So don’t even get near. Flee sexual immorality because it ruins unlike other sins.
The final “do you not know?” question starts in verse 19.
Or do you not know that your body is a temple of the Holy Spirit within you, whom you have from God? Paul already used the temple analogy with the Corinthians. In chapter 3 he was pointing out that some preachers not only do bad work, some of them do destructive work. The church is God’s temple, the place where God through the Holy Spirit dwells, so those who attack the collective structure are attacking the temple.
In chapter 6, though, Paul presses the temple analogy not to the whole but to each member. Just as each believer is united to Christ, so each believer has the Holy Spirit within him. God Himself resides in each Christian. The Spirit is a gift from God, the one who seals our inheritance in the kingdom of God. And shall we then do unholy things with the Holy Spirit with us?
In the final part of verse 19 through verse 20 Paul advances into another reason for our sexual purity. We are united with Christ, one-d with Him. We are also purchased by Him.
You are not your own, for you were bought with a price.

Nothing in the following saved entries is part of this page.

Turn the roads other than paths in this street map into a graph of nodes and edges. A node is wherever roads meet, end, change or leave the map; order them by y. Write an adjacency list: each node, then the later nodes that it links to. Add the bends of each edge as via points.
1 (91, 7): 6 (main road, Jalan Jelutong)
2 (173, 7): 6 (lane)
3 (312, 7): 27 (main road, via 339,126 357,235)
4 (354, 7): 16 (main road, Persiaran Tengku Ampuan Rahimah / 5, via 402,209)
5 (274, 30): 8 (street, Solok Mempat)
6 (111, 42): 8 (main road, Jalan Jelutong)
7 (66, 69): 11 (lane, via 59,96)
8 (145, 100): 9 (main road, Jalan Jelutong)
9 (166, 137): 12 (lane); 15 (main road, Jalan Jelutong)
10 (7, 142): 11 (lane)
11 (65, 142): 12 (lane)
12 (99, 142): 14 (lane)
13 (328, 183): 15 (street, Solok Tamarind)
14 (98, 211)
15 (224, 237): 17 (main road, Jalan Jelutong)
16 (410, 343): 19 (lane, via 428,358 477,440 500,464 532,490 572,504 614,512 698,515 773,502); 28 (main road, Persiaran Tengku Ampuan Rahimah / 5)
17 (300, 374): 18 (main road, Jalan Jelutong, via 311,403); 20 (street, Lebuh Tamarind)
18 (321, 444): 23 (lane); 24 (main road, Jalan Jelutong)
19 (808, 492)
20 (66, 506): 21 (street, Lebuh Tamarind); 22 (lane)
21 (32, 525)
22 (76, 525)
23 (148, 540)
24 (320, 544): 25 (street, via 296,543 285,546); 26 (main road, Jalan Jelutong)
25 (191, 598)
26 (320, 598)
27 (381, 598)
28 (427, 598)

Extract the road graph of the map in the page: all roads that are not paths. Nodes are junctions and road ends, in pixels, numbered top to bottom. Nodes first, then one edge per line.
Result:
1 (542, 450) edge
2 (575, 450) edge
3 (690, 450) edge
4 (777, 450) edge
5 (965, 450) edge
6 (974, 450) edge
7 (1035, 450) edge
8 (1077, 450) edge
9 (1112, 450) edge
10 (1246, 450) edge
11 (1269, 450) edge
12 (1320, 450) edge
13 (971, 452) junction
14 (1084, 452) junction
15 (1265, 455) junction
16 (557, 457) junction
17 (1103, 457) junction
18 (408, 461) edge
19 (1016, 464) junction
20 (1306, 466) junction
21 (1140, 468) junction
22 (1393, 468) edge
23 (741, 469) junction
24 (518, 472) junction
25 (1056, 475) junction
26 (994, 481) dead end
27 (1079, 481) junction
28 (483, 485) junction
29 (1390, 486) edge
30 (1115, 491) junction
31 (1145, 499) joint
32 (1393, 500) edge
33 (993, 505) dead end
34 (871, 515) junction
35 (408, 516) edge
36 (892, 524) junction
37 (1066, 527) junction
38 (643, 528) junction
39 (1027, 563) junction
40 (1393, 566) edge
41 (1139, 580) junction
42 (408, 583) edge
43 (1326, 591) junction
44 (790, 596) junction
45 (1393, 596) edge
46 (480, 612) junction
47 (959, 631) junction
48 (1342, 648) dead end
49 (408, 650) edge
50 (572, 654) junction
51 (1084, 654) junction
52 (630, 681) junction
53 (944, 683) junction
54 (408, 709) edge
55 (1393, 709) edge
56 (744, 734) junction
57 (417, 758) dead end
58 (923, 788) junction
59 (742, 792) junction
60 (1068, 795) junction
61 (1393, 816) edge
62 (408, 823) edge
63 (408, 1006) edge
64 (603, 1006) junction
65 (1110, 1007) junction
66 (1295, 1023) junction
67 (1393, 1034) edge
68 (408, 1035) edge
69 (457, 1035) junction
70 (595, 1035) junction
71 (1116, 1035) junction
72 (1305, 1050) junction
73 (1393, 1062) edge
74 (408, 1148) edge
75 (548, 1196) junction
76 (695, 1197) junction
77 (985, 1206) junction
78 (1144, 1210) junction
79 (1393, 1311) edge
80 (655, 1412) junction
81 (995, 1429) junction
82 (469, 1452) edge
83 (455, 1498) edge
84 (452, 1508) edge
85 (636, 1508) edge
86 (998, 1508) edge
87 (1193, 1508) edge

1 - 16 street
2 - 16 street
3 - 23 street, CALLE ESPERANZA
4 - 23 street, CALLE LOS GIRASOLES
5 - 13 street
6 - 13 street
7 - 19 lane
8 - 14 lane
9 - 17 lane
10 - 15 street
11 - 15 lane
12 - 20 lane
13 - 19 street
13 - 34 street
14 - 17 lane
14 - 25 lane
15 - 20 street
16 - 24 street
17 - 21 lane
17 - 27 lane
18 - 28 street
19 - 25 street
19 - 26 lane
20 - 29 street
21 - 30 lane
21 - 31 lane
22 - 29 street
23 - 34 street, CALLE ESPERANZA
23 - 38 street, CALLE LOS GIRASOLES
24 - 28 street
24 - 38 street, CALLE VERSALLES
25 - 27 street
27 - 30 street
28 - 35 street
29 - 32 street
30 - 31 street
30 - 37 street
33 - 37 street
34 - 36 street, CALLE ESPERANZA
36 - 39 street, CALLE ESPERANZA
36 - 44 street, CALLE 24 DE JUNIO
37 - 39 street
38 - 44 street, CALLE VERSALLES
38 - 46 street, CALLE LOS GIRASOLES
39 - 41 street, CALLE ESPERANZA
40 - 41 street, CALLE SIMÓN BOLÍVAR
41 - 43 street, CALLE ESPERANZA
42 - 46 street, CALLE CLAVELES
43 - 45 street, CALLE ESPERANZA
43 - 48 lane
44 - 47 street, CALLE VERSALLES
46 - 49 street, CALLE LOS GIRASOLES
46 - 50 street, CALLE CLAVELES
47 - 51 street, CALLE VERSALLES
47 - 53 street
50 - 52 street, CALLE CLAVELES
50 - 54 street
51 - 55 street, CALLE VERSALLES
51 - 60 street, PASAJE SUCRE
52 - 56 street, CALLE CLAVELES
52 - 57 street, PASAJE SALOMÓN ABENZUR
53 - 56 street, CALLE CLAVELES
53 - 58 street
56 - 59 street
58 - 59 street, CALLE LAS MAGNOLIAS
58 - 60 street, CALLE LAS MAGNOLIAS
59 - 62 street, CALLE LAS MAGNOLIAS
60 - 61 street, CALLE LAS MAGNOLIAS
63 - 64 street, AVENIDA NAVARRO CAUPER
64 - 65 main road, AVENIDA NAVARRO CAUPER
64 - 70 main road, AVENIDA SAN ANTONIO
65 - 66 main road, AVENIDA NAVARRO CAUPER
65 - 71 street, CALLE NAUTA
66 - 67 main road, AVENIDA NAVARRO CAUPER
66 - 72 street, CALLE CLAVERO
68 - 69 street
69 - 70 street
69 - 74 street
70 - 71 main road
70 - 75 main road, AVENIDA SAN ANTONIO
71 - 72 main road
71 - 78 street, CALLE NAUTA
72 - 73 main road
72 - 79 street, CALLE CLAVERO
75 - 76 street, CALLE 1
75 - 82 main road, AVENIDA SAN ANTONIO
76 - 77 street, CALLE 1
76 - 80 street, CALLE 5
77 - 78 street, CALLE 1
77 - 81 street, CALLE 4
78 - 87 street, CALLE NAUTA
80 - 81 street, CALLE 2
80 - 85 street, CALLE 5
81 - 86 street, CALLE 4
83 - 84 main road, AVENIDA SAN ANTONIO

This is slavery language. But it is not freedom from slavery, it is freedom from a wicked master.
Our status is upgraded by this slavery. The alternative to being owned is not to be self-determined. If we can be purchased, it means that we already had an owner. Though Paul doesn’t say that Jesus paid Satan, we were slaves of sin. Christ’s purchase delivered us into a better kingdom.
“Redemption is from a state of jeopardy by a costly act to a new state.” (Thiselton)
The price was Christ’s blood. Paul already referred to the word of the cross (1:18), to Christ who is our redemption (1:30), to “Jesus Christ and him crucified” (2:2). As we approach Good Friday and Resurrection Sunday, we have our reason for holiness in our relationships. It is true that He paid the penalty for our sin, and in doing so He paid to make us His own.
The doctrine of the atonement means that your heart and your parts are designated for service. Because of Christ’s death and resurrection, if you believe, then all your sin, sexual and otherwise, is covered. Jesus absorbed God’s wrath in your place. And also, because of Christ’s death and resurrection, you are under new management. The atonement is an economic transaction. You used to go every day into the Darkness District and work for Seed of the Serpent Incorporated. Then you were bought out. But you weren’t bought out to work for yourself. You are under contract to serve a new Lord, the King of Righeousness.
The conclusion is: So glorify God in your body. We tend to think about glorifying God in our thoughts; we think that He’s great. We also think about glorifying God with our songs; we sing that He’s great. But we can bring glory to God by where we keep our feet from going, where we keep our eyes from looking, where we keep our hands from touching, and where we keep our hearts from lusting.
We serve God, or ourselves or others, by what we do in the body. As Paul said the body is meant for the Lord and the Lord for the body (verse 13). It certainly applies to whatever we do, even what’s for dinner, as a similar exhortation says later in the letter: “whether you eat or drink, or whatever you do, do all to the glory of God” (1 Corinthians 10:31). How we work, how we play, how we date, how we dress, all of those count.
“To glorify God in our body means so to use our earthly body that men may actually see that also these our bodies belong to God.” (Lenski)
The particular context is being righteous in our relationships with the opposite sex, and same sex, too.
There will be more about sex and marriage and divorce and remarriage and virgins and betrothal in chapter 7. We’ll get there a month from now, with Easter next Sunday, Jim preaching the Sunday after that, and Jonathan preaching the Sunday after that. But before we finish here, the issues in chapter 6 are entirely about the heart, and the parts.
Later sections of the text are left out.